宋缙对上她的视线,眸光也有些晦暗,“如今这宫里,的确是越来越不干净了。”
“广信侯。”
柳韫玉望着宋缙,吐出了三个字。
宋缙抿唇,“婠婠,你没有证据。”
“是啊,没有证据。”
柳韫玉垂眼,低声喃喃,“我想不通,神仙坊不过区区一个胭脂铺子,究竟有什么秘密,能在宫里一下要了四条人命?”
她揉着额角,只觉得头痛。
宋缙扶住她的肩膀,轻声道,“先回府,明日再想。
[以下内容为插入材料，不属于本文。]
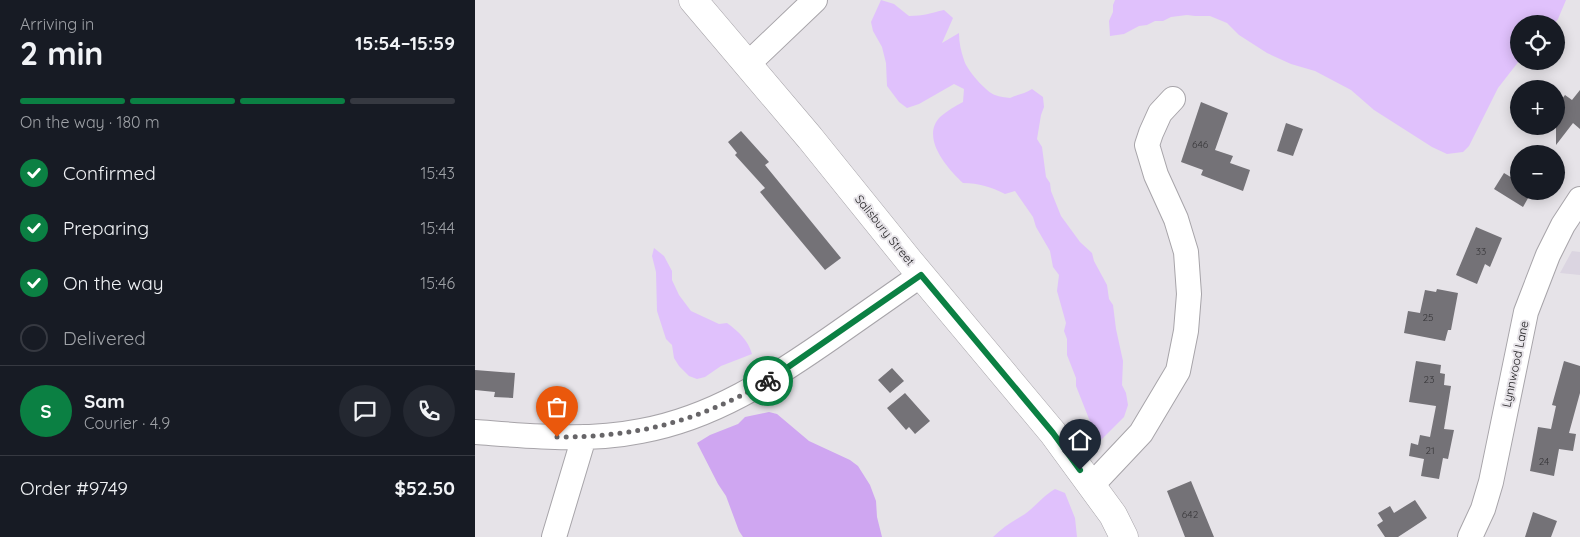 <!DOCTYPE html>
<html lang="en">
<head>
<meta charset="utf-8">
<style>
	:root { --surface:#171b24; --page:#242831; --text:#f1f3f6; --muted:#9ea1a6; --line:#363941; --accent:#0b8043 }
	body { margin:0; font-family:Quicksand,sans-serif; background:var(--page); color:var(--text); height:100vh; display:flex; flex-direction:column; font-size:19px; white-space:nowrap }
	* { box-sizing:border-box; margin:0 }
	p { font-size:16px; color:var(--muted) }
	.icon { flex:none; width:28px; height:28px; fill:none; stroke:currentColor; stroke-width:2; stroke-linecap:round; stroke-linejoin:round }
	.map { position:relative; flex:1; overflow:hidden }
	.drawer { display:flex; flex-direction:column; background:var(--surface); width:475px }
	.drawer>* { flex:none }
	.controls { position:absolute; left:1035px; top:15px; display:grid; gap:10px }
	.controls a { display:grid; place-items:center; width:55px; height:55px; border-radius:50%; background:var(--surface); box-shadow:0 2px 12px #0003; font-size:25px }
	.pin { position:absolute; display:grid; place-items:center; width:42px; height:42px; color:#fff; margin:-51px -21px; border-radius:50% 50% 50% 0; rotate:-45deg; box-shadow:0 0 5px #0007 }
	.pin .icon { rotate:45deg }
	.courier { position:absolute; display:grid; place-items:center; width:50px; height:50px; margin:-25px; border:4px solid #0b8043; border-radius:50%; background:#fff; color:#222; box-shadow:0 1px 6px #0007 }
	.overview em { font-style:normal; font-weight:800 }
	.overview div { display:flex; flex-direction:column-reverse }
	.overview { display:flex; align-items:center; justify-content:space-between; height:85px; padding:0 20px }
	h1 { font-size:32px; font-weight:800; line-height:38px }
	.bar { display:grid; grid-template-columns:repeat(4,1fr); gap:8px 5px; align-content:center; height:60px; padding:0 20px }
	.bar i { height:6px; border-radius:4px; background:var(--line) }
	.bar .selected { background:var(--accent) }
	.bar p { grid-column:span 4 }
	.line { display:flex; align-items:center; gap:12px; padding:0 20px; border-top:1px solid var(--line) }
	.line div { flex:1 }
	.round { display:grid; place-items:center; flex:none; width:52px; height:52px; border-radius:26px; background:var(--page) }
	ol { padding:0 20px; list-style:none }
	li { display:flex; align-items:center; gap:15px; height:55px }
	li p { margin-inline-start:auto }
	li .icon { padding:5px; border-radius:50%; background:var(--accent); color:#fff; stroke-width:4 }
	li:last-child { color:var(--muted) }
	li i { width:28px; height:28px; border:2px solid var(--line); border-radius:50% }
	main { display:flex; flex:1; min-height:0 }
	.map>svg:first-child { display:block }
	.built { fill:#dbd5e1 }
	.green { fill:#e0c1fc }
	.water { fill:#cfa6f1 }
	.building { fill:#747277 }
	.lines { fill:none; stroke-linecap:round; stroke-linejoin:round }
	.minor-casing { stroke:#a7a4a9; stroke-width:26 }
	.major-casing { stroke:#a7a4a9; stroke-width:29 }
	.minor { stroke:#fff; stroke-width:24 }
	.major { stroke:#fff; stroke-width:28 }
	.done { stroke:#676568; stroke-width:5; stroke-dasharray:0 9 }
	.route { stroke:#0b8043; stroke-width:6 }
	.labels { text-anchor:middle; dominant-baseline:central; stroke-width:4; stroke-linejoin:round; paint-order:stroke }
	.number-label { font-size:10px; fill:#363538 }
	.street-label { font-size:12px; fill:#222123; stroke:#e6e3e8 }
</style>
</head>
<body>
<main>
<section class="drawer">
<div class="overview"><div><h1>2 min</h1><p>Arriving in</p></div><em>15:54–15:59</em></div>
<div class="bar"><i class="selected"></i><i class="selected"></i><i class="selected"></i><i></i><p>On the way · 180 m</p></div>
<ol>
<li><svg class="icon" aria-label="check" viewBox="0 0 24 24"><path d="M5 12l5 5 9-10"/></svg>Confirmed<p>15:43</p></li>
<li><svg class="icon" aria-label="check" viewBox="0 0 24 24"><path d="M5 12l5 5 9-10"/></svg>Preparing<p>15:44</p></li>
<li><svg class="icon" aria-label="check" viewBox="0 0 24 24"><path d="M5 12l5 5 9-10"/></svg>On the way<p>15:46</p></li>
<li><i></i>Delivered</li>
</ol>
<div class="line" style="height:90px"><b class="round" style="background:var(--accent);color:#fff">S</b><div><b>Sam</b><p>Courier · 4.9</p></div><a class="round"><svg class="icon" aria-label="chat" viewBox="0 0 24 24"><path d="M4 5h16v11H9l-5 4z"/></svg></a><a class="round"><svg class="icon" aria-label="phone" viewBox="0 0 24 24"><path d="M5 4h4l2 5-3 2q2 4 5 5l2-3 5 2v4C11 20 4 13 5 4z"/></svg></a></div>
<div class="line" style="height:65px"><div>Order #9749</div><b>$52.50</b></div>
</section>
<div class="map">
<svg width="1105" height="537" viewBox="0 0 1105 537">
	<rect width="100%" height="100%" fill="#e6e3e8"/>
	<!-- built -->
	<path class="built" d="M1097,251L1105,252V275L1085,273Z"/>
	<!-- green -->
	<path class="green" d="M406,0L419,4L434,16C448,16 456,13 469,10L478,18L467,43L484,33C484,43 486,51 489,60C491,69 511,92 520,95C525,97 530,97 535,98C543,94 550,94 557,89L568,97L569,107L566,115L562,139L567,147L571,177L575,183L576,191L586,216L605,242L617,253L619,261L632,285L634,299L638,305L641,329L648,361L647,385L651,393L653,405L649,417L626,440L620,434L601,386V378L592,355V339L589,331L591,323L582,291L584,275L578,267L575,251L561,227L558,217L540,191L530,194C516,187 504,183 488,183C473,169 445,138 465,117C472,111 480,106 488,102L489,89L479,84L444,104L432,108L424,102L412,86L411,63L407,47L398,31L396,22Z
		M640,0H1091L1083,19L1079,24H1044V61L1023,88L994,146L988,152L972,154L957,147L899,110L876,90L840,71L816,64L792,53L764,35L752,23L735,16H720L712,15L696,17L688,21H680L672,25L664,26L649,34L635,36L634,21L638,12V5Z
		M179,248L189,256L197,271V280L204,295L216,311L244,324L252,323C264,332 273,340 277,354L246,366L230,377L222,379L214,376L204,366L199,358L197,345L191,339L182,311L181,272L177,256Z
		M580,489L590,493L600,518L602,537H518C528,527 539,521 550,514C561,506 568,496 580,489Z"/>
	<!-- water -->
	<path class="water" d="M294,412L302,414L334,441L375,460L383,466L395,485L401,501L402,517L407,537H268L264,531L251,496L243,484L222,443L235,435L263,424L270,417Z"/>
	<!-- building -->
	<path class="building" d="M1105,90V129L1098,123L1081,145V107L1090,95L1097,100Z
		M726,102L753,113L740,150L758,156L755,163L775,170L768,191L726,175L728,170L706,162Z
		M811,123L828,129L818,156L802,151Z
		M266,131L294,162L290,165L366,258L350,270L285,192L290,188L260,155L262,153L253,142Z
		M1029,173L1044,182V191H1057L1048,207L1019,189Z
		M1001,227L1027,238L1015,267L1010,264L1002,284L981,275Z
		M962,289L983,293L976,330H973L970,341L929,333L933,311L945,313L950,290L961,292Z
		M941,361L966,365L965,373L970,374L969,385L976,386L969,429L979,430L973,459L968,458L964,479L946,476L949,459L934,456L936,443L943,445L945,435L955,437L961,406L934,402Z
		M1089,361L1105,366V393L1094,433L1101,434L1098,451L1084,449L1079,476L1055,471L1063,427L1076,429L1081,406L1077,405Z
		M417,368L429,381L415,393L403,380Z
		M0,370L40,373L38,398L19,397L20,392L0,390Z
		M430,393L455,421L440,434L434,427L431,430L412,408Z
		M716,481L739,537H710L692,491Z
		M940,500L952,518L923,537H910L902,525L908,521L903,513L915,506L919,513Z
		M1058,512L1082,521L1076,537H1050Z"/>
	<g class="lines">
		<defs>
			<path id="minor" d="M273,64L340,0
				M0,432C55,436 111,442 166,431C238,418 297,379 356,338C386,317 416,296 446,275
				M617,485L666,433L703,371L711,331L714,294L711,252L701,219L681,175L672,145L676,133L685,113L698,99
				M79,537L109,437
				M995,537L1008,509L1016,482L1051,312L1073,255L1088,225L1105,199"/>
			<path id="major" d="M218,0L335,138L435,262L578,433L638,515L649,537"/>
		</defs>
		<!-- minor casing -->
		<use href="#minor" class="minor-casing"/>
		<!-- major casing -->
		<use href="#major" class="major-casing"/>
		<!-- minor -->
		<use href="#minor" class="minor"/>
		<!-- major -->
		<use href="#major" class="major"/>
	</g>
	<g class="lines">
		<!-- done -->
		<path class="done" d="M82,437C163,437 222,422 293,381"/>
		<!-- route -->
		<path class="route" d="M293,381L446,275L578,433L605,470"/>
	</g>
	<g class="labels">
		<!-- number labels -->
		<g class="number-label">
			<text x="725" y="144">646</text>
			<text x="1006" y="251">33</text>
			<text x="953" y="317">25</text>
			<text x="954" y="379">23</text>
			<text x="955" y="450">21</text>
			<text x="1069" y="461">24</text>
			<text x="715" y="514">642</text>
		</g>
		<!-- street labels -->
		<g class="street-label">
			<text transform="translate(410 230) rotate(51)">Salisbury Street</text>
			<text transform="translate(1040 364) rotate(-78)">Lynnwood Lane</text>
		</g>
	</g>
</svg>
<div class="controls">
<a><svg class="icon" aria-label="locate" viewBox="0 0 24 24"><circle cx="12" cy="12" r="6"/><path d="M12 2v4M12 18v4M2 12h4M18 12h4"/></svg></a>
<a>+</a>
<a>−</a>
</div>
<div class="pin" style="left:82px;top:437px;background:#ea580c"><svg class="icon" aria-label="bag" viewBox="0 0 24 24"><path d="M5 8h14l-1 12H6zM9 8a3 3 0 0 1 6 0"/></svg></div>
<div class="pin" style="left:605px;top:470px;background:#1f2937"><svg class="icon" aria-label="home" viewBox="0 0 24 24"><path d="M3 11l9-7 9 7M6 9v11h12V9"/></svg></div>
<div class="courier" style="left:293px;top:381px"><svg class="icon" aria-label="bike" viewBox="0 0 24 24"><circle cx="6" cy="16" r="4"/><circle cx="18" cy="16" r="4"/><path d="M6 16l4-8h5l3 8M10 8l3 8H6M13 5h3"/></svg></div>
</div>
</main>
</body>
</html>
”
“……”
“到你服药的时辰了。”
柳韫玉咬咬牙,到底还是起身,跟着宋缙乘车离宫。
这一晚,柳韫玉依旧是泡了凉水澡,又将云渡给的迷药服下。
待到宋缙不放心地出现在寝屋时,她已沉沉睡去。
……
第二日回到慎微堂,众人都已听说了昨夜掖庭的事,纷纷围了上来。
“大人!听说你昨晚去掖庭提审一位管事,结果遭人行刺?大人可有伤着?”
柳韫玉面色不大好,摇了摇头,“我没事,只是可惜,昨夜抓到的那人显然对莲儿的死知情,可就这么不明不白地被灭了口。”
温明月失望地叹了口气,“所以线索又中断了?”
“断了就断了吧。”
方素叹气,“你人没事就好。”
柳韫玉低垂着眼,若有所思,“有时候人活着是线索,人死了,也是线索。”
“大人的意思是?”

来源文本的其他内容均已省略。